───── Given records ─────

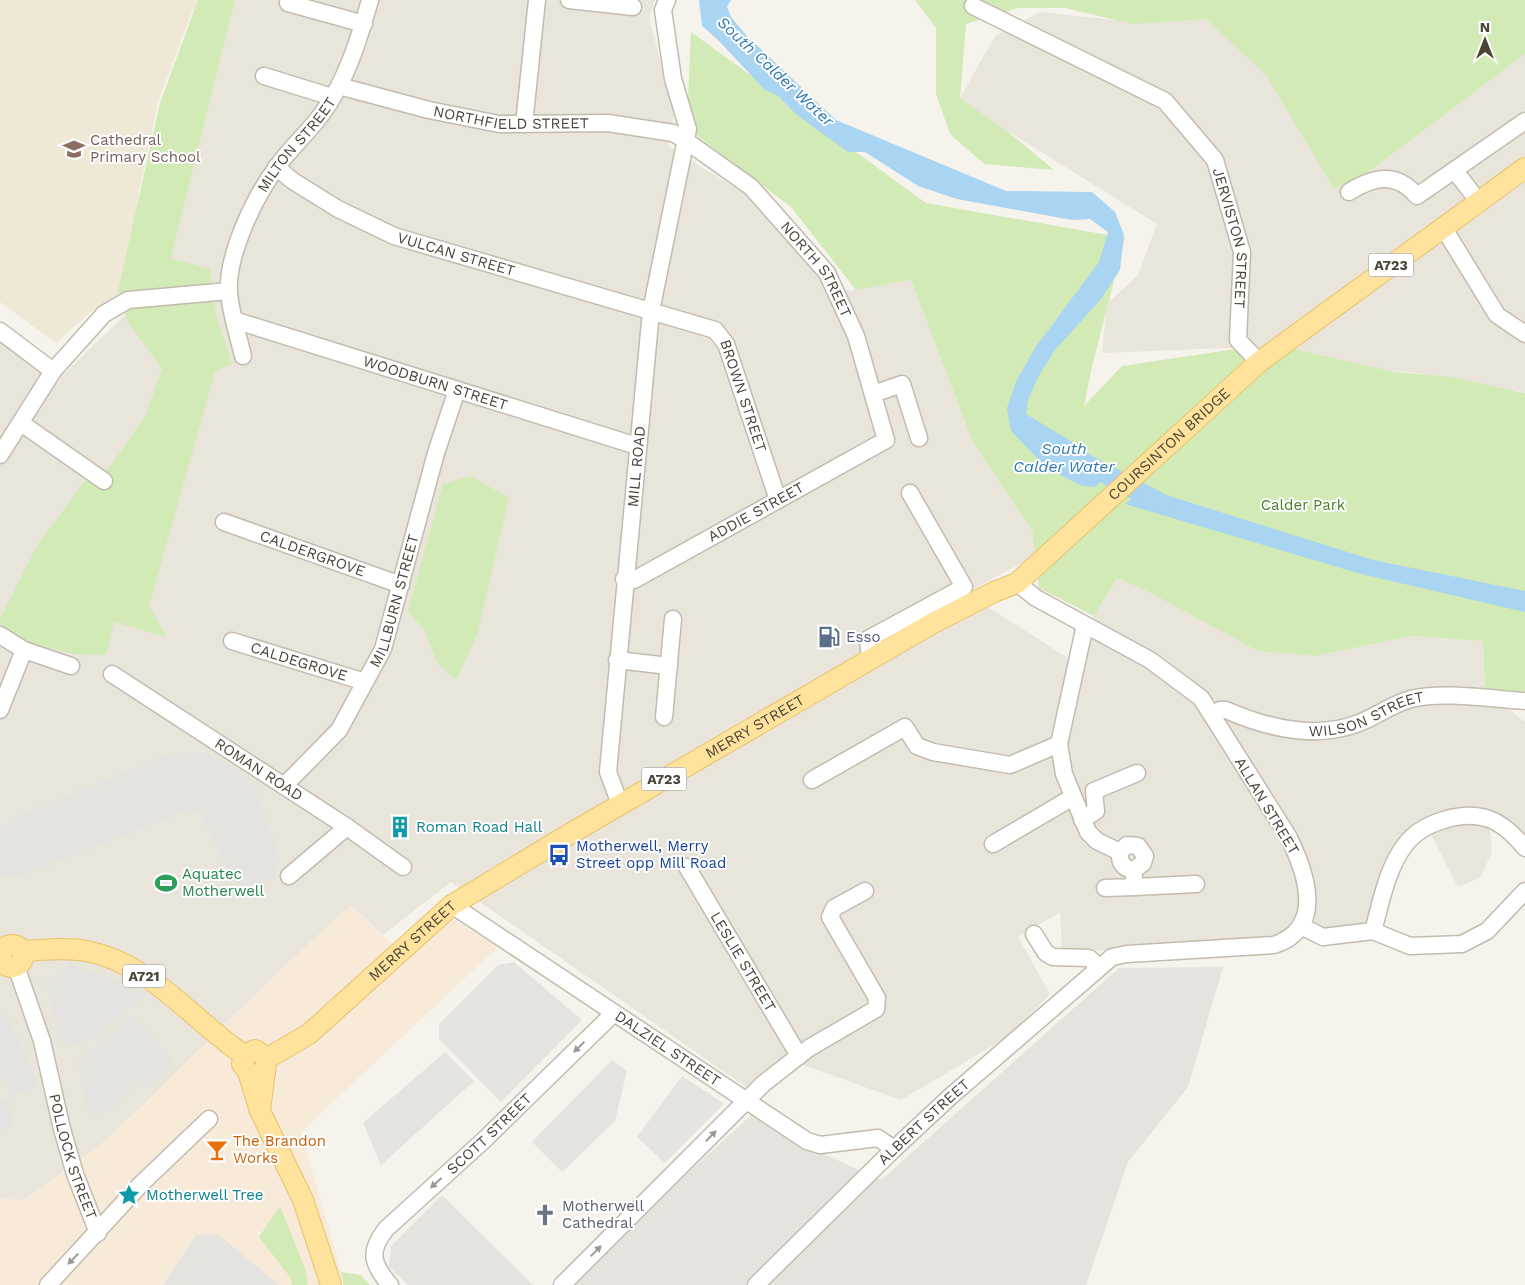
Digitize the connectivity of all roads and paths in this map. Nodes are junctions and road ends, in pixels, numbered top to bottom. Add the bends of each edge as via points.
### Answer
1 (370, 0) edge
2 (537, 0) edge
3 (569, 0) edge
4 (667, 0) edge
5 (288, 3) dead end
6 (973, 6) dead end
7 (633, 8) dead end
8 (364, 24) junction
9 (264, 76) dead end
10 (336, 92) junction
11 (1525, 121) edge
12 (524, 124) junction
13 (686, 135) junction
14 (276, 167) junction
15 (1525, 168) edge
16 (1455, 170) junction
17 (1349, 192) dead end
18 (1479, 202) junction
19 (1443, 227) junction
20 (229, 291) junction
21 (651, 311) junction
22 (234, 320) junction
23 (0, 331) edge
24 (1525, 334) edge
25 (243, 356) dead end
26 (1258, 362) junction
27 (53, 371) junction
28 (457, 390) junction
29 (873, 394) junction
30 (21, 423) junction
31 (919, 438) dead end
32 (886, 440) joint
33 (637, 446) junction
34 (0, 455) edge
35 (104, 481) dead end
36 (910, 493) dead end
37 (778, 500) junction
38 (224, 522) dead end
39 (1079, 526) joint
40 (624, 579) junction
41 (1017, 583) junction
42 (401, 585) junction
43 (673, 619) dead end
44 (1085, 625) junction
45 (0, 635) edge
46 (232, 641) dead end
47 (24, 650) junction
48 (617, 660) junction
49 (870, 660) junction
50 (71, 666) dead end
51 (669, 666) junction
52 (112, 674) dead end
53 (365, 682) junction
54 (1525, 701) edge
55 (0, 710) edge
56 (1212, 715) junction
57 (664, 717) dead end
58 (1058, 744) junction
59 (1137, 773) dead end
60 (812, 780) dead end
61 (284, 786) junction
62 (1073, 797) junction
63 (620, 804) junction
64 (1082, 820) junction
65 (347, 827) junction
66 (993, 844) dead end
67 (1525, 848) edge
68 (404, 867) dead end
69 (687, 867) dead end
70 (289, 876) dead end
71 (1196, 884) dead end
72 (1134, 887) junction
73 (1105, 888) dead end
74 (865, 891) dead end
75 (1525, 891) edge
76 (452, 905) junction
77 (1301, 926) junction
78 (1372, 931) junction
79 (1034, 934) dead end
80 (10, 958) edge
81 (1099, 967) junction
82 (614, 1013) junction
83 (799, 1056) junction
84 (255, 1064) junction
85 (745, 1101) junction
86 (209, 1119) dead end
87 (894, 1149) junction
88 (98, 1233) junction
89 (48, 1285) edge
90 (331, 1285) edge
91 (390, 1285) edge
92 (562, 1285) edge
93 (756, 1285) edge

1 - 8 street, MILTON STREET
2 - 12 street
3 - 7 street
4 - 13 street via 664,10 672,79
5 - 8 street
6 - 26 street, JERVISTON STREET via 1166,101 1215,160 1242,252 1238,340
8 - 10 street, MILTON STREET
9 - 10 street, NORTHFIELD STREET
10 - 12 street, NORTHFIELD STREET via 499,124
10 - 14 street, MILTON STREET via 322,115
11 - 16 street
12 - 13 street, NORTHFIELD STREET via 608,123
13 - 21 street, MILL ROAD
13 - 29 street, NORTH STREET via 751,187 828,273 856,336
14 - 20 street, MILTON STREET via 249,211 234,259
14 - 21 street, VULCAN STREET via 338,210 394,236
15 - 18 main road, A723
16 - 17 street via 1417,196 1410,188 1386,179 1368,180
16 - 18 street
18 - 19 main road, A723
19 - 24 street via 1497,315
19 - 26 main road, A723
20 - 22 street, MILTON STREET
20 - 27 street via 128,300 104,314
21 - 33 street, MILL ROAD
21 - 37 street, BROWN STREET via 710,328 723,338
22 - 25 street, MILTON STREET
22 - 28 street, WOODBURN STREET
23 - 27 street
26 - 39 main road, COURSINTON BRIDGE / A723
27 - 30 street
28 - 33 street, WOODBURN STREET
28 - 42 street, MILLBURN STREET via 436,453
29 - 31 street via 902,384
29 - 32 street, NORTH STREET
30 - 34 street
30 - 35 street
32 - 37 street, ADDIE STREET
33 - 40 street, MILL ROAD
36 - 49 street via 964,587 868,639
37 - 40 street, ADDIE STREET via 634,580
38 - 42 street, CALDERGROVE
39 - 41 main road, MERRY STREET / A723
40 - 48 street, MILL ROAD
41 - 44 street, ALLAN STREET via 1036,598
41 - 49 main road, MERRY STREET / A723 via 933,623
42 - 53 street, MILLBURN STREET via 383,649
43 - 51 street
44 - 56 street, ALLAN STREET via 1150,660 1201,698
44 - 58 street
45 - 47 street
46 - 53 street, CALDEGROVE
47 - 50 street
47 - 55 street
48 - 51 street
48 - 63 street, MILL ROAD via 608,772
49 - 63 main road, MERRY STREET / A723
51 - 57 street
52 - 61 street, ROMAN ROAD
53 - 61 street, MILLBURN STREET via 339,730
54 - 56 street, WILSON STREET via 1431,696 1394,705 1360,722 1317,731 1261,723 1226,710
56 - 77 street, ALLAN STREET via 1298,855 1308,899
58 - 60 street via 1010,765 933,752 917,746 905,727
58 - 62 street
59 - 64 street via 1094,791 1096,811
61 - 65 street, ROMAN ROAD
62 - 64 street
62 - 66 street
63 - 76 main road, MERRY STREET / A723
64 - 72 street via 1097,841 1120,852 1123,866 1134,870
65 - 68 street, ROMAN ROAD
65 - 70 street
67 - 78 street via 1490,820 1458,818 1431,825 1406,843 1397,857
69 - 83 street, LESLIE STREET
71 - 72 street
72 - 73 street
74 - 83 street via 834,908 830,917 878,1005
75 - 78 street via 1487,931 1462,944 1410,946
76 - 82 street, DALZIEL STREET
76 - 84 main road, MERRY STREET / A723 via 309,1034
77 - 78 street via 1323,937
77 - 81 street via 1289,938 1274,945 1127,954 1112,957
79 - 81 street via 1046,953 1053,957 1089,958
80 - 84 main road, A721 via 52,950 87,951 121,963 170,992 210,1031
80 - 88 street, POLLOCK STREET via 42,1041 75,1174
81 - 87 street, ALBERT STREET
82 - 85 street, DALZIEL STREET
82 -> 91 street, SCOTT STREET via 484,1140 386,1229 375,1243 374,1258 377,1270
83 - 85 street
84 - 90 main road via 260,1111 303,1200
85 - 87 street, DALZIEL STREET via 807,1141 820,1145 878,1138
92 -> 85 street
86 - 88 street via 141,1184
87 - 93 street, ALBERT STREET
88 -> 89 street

─────
───── Given records ─────

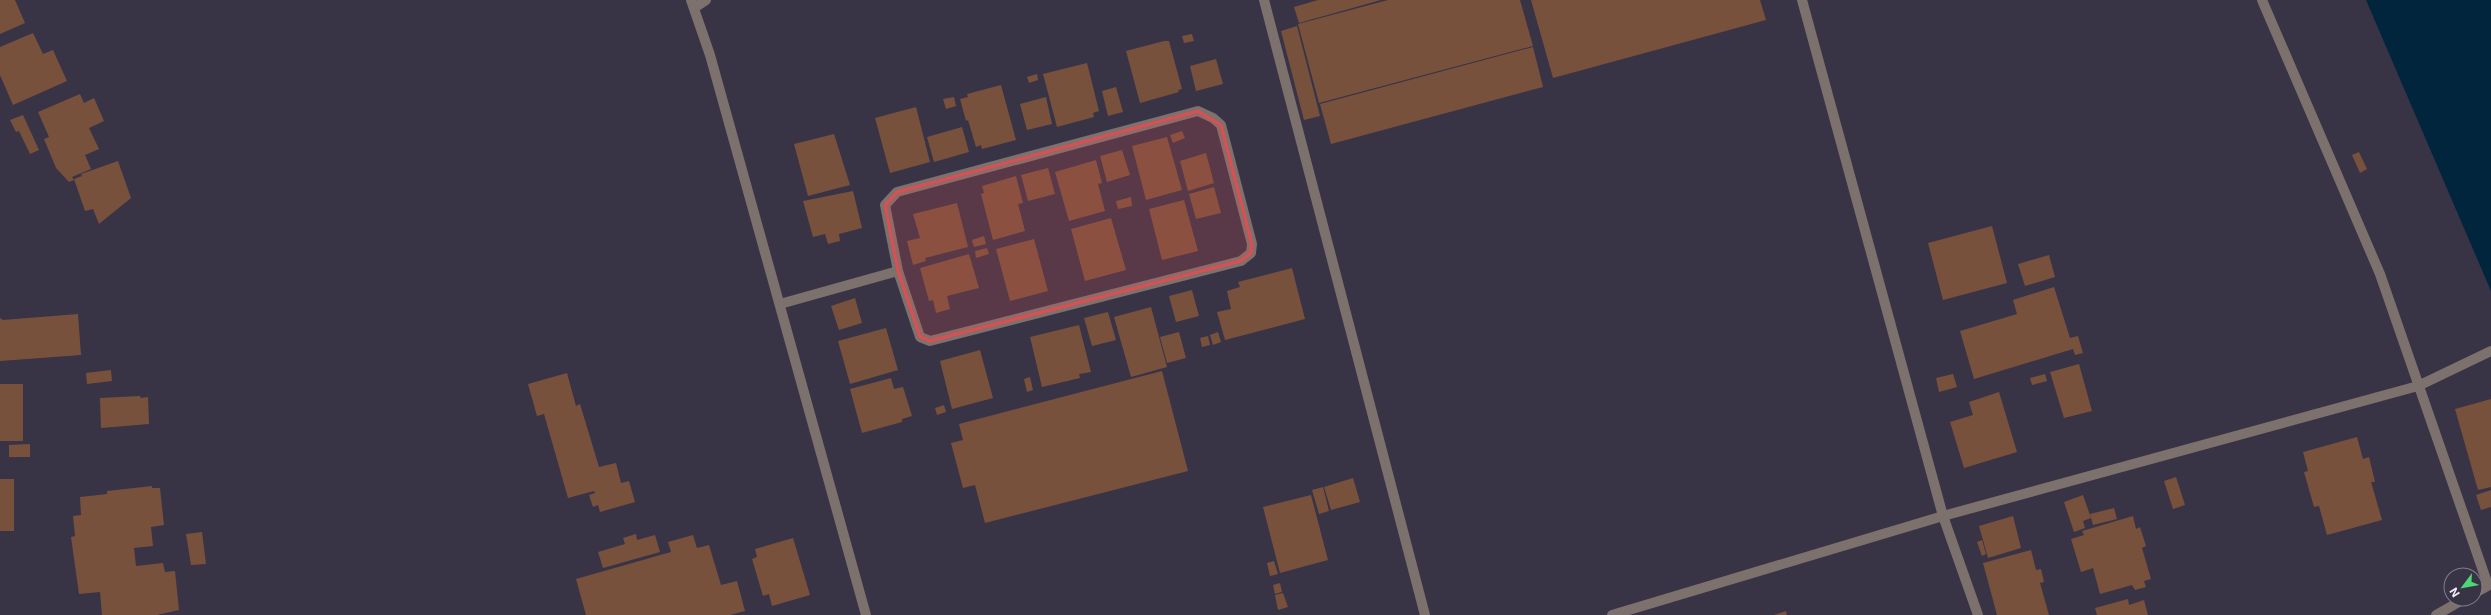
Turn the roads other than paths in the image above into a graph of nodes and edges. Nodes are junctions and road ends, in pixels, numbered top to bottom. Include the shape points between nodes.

─────

Task directions ▸
Looking through the records, copy out every line in which the word "points" is found.

Response to this exercise ▸
Digitize the connectivity of all roads and paths in this map. Nodes are junctions and road ends, in pixels, numbered top to bottom. Add the bends of each edge as via points.
Turn the roads other than paths in the image above into a graph of nodes and edges. Nodes are junctions and road ends, in pixels, numbered top to bottom. Include the shape points between nodes.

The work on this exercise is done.